Você lançou em 2010 uma série de orientações para a União Europeia sobre o conflito. O tempo passou. Você esperava mais da política de Obama em relação ao Oriente Médio?

Quando me lembro do discurso dele no Cairo, pensei naquele momento que, pela primeira vez, se via uma luz no fim do túnel. Mas a realidade não mudou em função daquele discurso. Pelo contrário, o discurso mudou desde então em função da realidade.

Daniel Barenboim durante a entrevista com a Deutsche Welle

O conflito em Gaza passou para um segundo plano na cobertura da imprensa. Você teme que a agenda política também passe para o segundo plano, movida pela ameaça permanente do Estado Islâmico e da epidemia do ebola?
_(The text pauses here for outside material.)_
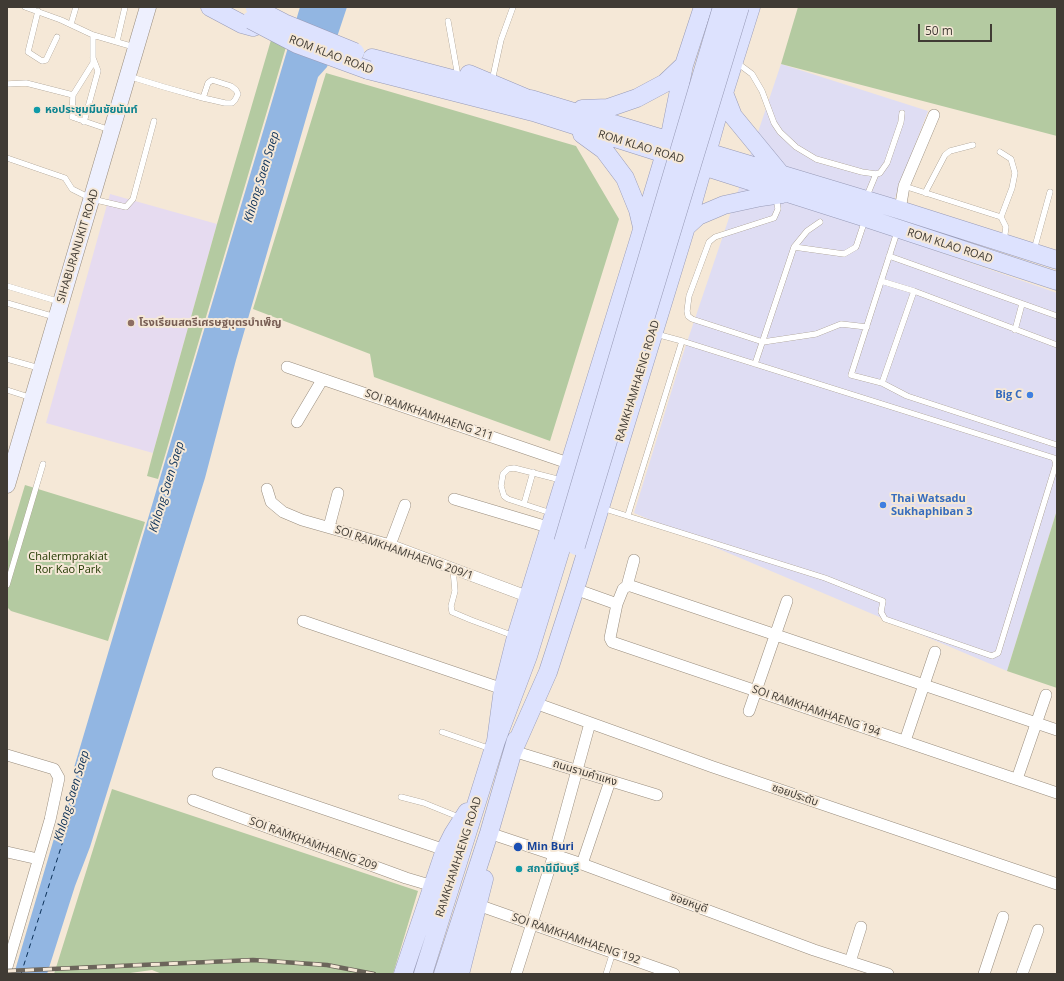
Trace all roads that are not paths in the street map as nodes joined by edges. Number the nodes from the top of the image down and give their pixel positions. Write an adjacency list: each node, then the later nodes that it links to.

O mundo sofre, desde a queda do Muro de Berlim, que está completando 25 anos, de uma falta de liderança. Havia um equilíbrio durante a Guerra Fria. Depois, tudo se voltou para um lado, e o Ocidente atuou com um triunfalismo incontrolável, como se o capitalismo fosse a resposta para todos os sofrimentos do mundo. Com a perda de hegemonia e da autoridade moral dos Estados Unidos, nós estamos em um momento único na história, que permite vários conflitos, como o "Estado Islâmico", o terrorismo no Afeganistão, a situação na Ucrânia ou o conflito entre árabes e israelenses, permanecerem. Mas isso acontece porque os líderes do mundo não estão engajados, e nós simplesmente não temos uma liderança. Essa é o verdadeiro ponto, e o que eu estou vendo desde a queda do Muro.

Além de fazer seu trabalho, por que você acredita que é necessário se envolver com os problemas do mundo?

Meu amigo Edward Said escreveu um livro sobre esse tema, concretamente, sobre o papel do intelectual na sociedade. Said diz que o intelectual tem a obrigação moral de criticar o establishment. No que se refere à música, há muitas pessoas, tanto interpretes como público, que veem a música como algo maravilhoso, mas vivem em uma torre de marfim. Eu não gosto das torres de marfim. Sinto que é minha responsabilidade o que faço com a Orquestra West-Eastern Divan. A democracia que temos nessa parte do mundo nos dá direitos, mas também responsabilidade.

Você chegaria a se envolver na política?

Não, absolutamente não. O que eu digo, eu digo pelo meu direito de cidadão de expressar o que penso. Aí entra uma questão muito perigosa, o antissemitismo. Não pode ser que, por criticar o governo de Israel, você seja automaticamente considerado um antissemita. Não podemos nos esquecer de duas coisas: em primeiro lugar, os palestinos são tão semitas como nós, os judeus. E em segundo lugar, se critica a atuação de um governo, e não seu povo.